This Sunday we celebrate the feast of All Saints and, as Father Frank reminds us in his article on the saints this week, this is a feast that celebrates our communion with one another, with the universal Church and with those who have gone before us, marked with the sign of faith. It is wonderful that this weekend we will be able to open our churches, if only for a few at a time, to celebrate our communion around the altar of Christ. For many though, this will still not be possible and we will continue to provide our weekly Mass online as another way to stay in communion with each other.
During the coming weeks we hopefully will see more opportunities for our churches to open up to greater numbers. In the meantime, let’s continue to look after each other, our neighbours and our fellow parishioners, in the small ways that can make a big difference. In this way we can stay in communion with each other and assist each other through the coming weeks.
On the global level it is devastating to see the way in which communion among so many people across the globe is disintegrating and fracturing. Conflicts still rage in many parts of our globe. The last days have seen the tragic deaths of worshippers at the Basilica of Notre Dame in Nice, France. This act of terrorism has been rightly condemned by both civil and religious authorities in France. No community should tolerate these cruel acts of violence and murder of the innocent and vulnerable. Violence of this sort can never be acceptable. The problem is that these violent acts often seed reciprocal violent acts and the cycle of violence and hatred perpetuates. The issues around religious freedom and secularisation in France, and indeed in many places of the world, are complex and deeply embedded in their cultural context.
Our world is in great need of finding ways in which people of diverse cultural and religious beliefs and backgrounds can live side by side. Difference is too often seen as a threat and one person’s belief as an infringement on the belief of the other. We are in need of both personal and communal ways of facilitating dialogue with one another. This is not an easy task. Dialogue requires an openness to listen and to learn. It requires the courage to change and the art of respectfully disagreeing with and challenging the (each) other. This is hard enough to do in a one on one situation. It is much more difficult on a communal level. And yet this task lies before us. The alternative is that human beings at worst kill each other, both metaphorically and physically, or at best drift into an indifferent tolerance of one another’s difference: live and let live.

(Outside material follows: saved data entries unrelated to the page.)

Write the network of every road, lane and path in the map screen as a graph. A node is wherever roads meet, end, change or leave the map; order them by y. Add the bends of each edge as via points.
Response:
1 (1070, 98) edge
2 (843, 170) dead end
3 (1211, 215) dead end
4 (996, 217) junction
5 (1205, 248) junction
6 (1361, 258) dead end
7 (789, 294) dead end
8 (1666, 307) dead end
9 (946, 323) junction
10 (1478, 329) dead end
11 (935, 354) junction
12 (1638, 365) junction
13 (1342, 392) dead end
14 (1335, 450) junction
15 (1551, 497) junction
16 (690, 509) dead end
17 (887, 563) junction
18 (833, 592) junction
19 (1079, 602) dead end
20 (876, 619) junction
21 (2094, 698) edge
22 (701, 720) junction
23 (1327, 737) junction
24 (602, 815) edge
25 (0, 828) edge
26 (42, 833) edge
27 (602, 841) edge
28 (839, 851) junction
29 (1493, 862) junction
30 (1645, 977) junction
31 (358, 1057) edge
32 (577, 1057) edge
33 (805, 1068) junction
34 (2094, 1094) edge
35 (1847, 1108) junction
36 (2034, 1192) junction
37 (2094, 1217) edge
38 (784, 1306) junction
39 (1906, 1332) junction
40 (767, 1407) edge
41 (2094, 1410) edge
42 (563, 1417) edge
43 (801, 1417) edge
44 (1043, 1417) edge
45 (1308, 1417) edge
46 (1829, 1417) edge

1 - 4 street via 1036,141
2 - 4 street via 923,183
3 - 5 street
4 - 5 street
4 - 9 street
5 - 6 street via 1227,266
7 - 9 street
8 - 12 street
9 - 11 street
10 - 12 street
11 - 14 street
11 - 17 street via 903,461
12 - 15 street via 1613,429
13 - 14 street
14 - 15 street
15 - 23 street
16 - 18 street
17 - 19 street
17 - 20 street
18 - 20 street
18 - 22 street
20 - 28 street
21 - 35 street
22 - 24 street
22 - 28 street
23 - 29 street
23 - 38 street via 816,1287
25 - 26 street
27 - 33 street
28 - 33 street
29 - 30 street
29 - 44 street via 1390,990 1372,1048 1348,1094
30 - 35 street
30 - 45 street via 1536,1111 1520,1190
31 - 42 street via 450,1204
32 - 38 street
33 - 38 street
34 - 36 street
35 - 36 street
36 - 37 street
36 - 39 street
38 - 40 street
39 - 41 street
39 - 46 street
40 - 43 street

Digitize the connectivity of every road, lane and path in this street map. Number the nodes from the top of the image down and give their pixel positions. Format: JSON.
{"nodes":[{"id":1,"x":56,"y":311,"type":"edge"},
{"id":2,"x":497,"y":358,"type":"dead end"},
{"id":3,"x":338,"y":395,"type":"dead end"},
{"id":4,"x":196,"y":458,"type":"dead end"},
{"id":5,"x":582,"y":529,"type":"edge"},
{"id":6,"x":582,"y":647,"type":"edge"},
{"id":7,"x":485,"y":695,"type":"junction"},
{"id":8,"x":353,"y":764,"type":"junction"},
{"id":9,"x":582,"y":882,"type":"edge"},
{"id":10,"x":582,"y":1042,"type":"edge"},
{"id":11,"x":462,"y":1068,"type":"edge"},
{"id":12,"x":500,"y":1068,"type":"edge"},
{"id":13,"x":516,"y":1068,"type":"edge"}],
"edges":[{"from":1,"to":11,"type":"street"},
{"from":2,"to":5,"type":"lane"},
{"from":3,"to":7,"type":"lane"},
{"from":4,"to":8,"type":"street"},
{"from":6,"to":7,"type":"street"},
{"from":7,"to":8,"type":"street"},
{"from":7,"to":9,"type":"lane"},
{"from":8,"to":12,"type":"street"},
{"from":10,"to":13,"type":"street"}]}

Christianity teaches us that all human beings are made in the image and likeness of God. If we believe that, then we cannot allow violence and death to continue nor can we accept indifference towards one another. Instead, we are invited to open our lives to one another. The world will change as individuals and communities change. As we celebrate the feast of All Saints we might reflect on what it could mean to live in communion with the whole of the human race. That might lead us to simple acts of hospitality, not just towards our friends but towards those who we may consider different from us. It may lead to simple acts of compassion, trying for a while to walk in the shoes of the other whose view I find hard to imagine. It may lead to simple acts of inclusiveness, considering views other than my standard “go to” interpretations of the world.
Many of the saints just started in small ways and were joined by others. Let’s hope that on the feasts of All Saints, similar movements of human solidarity and dialogue might emerge.